Extracted records:
---------------

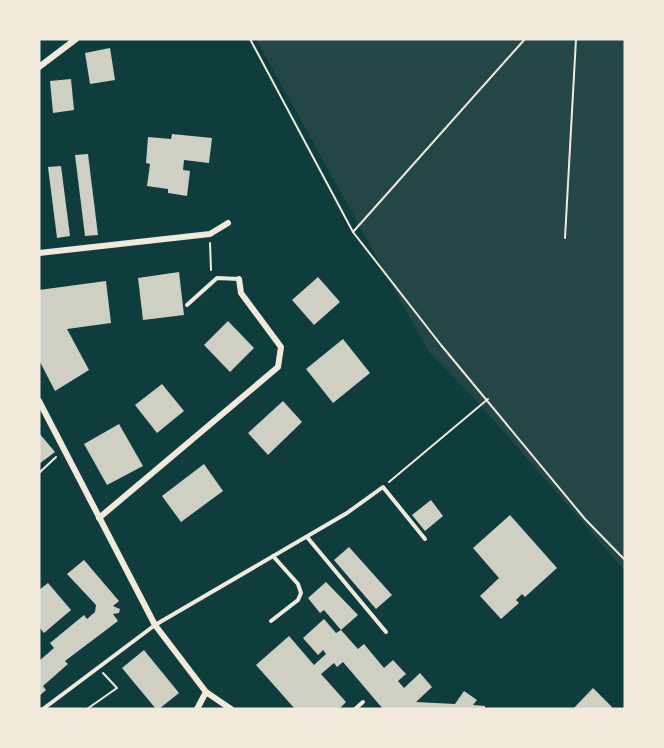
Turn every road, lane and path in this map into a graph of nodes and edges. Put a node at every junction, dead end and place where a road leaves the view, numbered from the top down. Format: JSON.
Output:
{"nodes":[{"id":1,"x":76,"y":39,"type":"edge"},
{"id":2,"x":250,"y":39,"type":"edge"},
{"id":3,"x":525,"y":39,"type":"edge"},
{"id":4,"x":576,"y":39,"type":"edge"},
{"id":5,"x":39,"y":68,"type":"edge"},
{"id":6,"x":228,"y":223,"type":"dead end"},
{"id":7,"x":353,"y":232,"type":"junction"},
{"id":8,"x":210,"y":234,"type":"junction"},
{"id":9,"x":565,"y":238,"type":"dead end"},
{"id":10,"x":39,"y":253,"type":"edge"},
{"id":11,"x":217,"y":278,"type":"junction"},
{"id":12,"x":239,"y":279,"type":"joint"},
{"id":13,"x":187,"y":305,"type":"dead end"},
{"id":14,"x":488,"y":399,"type":"junction"},
{"id":15,"x":39,"y":401,"type":"edge"},
{"id":16,"x":65,"y":449,"type":"junction"},
{"id":17,"x":39,"y":473,"type":"edge"},
{"id":18,"x":383,"y":487,"type":"junction"},
{"id":19,"x":99,"y":518,"type":"junction"},
{"id":20,"x":307,"y":537,"type":"junction"},
{"id":21,"x":425,"y":539,"type":"dead end"},
{"id":22,"x":273,"y":556,"type":"junction"},
{"id":23,"x":625,"y":560,"type":"edge"},
{"id":24,"x":271,"y":621,"type":"dead end"},
{"id":25,"x":155,"y":624,"type":"junction"},
{"id":26,"x":386,"y":632,"type":"dead end"},
{"id":27,"x":97,"y":667,"type":"junction"},
{"id":28,"x":207,"y":692,"type":"junction"},
{"id":29,"x":363,"y":702,"type":"dead end"},
{"id":30,"x":43,"y":709,"type":"edge"},
{"id":31,"x":87,"y":709,"type":"edge"},
{"id":32,"x":197,"y":709,"type":"edge"},
{"id":33,"x":231,"y":709,"type":"edge"},
{"id":34,"x":355,"y":709,"type":"edge"}],
"edges":[{"from":1,"to":5,"type":"street"},
{"from":2,"to":7,"type":"path"},
{"from":3,"to":7,"type":"path"},
{"from":4,"to":9,"type":"path"},
{"from":6,"to":8,"type":"street"},
{"from":7,"to":14,"type":"path"},
{"from":8,"to":10,"type":"street"},
{"from":8,"to":11,"type":"path"},
{"from":11,"to":12,"type":"lane"},
{"from":11,"to":13,"type":"lane"},
{"from":12,"to":19,"type":"street"},
{"from":14,"to":18,"type":"path"},
{"from":14,"to":23,"type":"path"},
{"from":15,"to":16,"type":"street"},
{"from":16,"to":17,"type":"path"},
{"from":16,"to":19,"type":"street"},
{"from":18,"to":20,"type":"lane"},
{"from":18,"to":21,"type":"lane"},
{"from":19,"to":25,"type":"street"},
{"from":20,"to":22,"type":"lane"},
{"from":20,"to":26,"type":"lane"},
{"from":22,"to":24,"type":"lane"},
{"from":22,"to":25,"type":"lane"},
{"from":25,"to":27,"type":"lane"},
{"from":25,"to":28,"type":"street"},
{"from":27,"to":30,"type":"lane"},
{"from":27,"to":31,"type":"path"},
{"from":28,"to":32,"type":"street"},
{"from":28,"to":33,"type":"street"},
{"from":29,"to":34,"type":"lane"}]}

---------------

**How to complete this task**
Each record above must be set down again unchanged, with its pictures left out.

**Task result**
Turn every road, lane and path in this map into a graph of nodes and edges. Put a node at every junction, dead end and place where a road leaves the view, numbered from the top down. Format: JSON.
Output:
{"nodes":[{"id":1,"x":76,"y":39,"type":"edge"},
{"id":2,"x":250,"y":39,"type":"edge"},
{"id":3,"x":525,"y":39,"type":"edge"},
{"id":4,"x":576,"y":39,"type":"edge"},
{"id":5,"x":39,"y":68,"type":"edge"},
{"id":6,"x":228,"y":223,"type":"dead end"},
{"id":7,"x":353,"y":232,"type":"junction"},
{"id":8,"x":210,"y":234,"type":"junction"},
{"id":9,"x":565,"y":238,"type":"dead end"},
{"id":10,"x":39,"y":253,"type":"edge"},
{"id":11,"x":217,"y":278,"type":"junction"},
{"id":12,"x":239,"y":279,"type":"joint"},
{"id":13,"x":187,"y":305,"type":"dead end"},
{"id":14,"x":488,"y":399,"type":"junction"},
{"id":15,"x":39,"y":401,"type":"edge"},
{"id":16,"x":65,"y":449,"type":"junction"},
{"id":17,"x":39,"y":473,"type":"edge"},
{"id":18,"x":383,"y":487,"type":"junction"},
{"id":19,"x":99,"y":518,"type":"junction"},
{"id":20,"x":307,"y":537,"type":"junction"},
{"id":21,"x":425,"y":539,"type":"dead end"},
{"id":22,"x":273,"y":556,"type":"junction"},
{"id":23,"x":625,"y":560,"type":"edge"},
{"id":24,"x":271,"y":621,"type":"dead end"},
{"id":25,"x":155,"y":624,"type":"junction"},
{"id":26,"x":386,"y":632,"type":"dead end"},
{"id":27,"x":97,"y":667,"type":"junction"},
{"id":28,"x":207,"y":692,"type":"junction"},
{"id":29,"x":363,"y":702,"type":"dead end"},
{"id":30,"x":43,"y":709,"type":"edge"},
{"id":31,"x":87,"y":709,"type":"edge"},
{"id":32,"x":197,"y":709,"type":"edge"},
{"id":33,"x":231,"y":709,"type":"edge"},
{"id":34,"x":355,"y":709,"type":"edge"}],
"edges":[{"from":1,"to":5,"type":"street"},
{"from":2,"to":7,"type":"path"},
{"from":3,"to":7,"type":"path"},
{"from":4,"to":9,"type":"path"},
{"from":6,"to":8,"type":"street"},
{"from":7,"to":14,"type":"path"},
{"from":8,"to":10,"type":"street"},
{"from":8,"to":11,"type":"path"},
{"from":11,"to":12,"type":"lane"},
{"from":11,"to":13,"type":"lane"},
{"from":12,"to":19,"type":"street"},
{"from":14,"to":18,"type":"path"},
{"from":14,"to":23,"type":"path"},
{"from":15,"to":16,"type":"street"},
{"from":16,"to":17,"type":"path"},
{"from":16,"to":19,"type":"street"},
{"from":18,"to":20,"type":"lane"},
{"from":18,"to":21,"type":"lane"},
{"from":19,"to":25,"type":"street"},
{"from":20,"to":22,"type":"lane"},
{"from":20,"to":26,"type":"lane"},
{"from":22,"to":24,"type":"lane"},
{"from":22,"to":25,"type":"lane"},
{"from":25,"to":27,"type":"lane"},
{"from":25,"to":28,"type":"street"},
{"from":27,"to":30,"type":"lane"},
{"from":27,"to":31,"type":"path"},
{"from":28,"to":32,"type":"street"},
{"from":28,"to":33,"type":"street"},
{"from":29,"to":34,"type":"lane"}]}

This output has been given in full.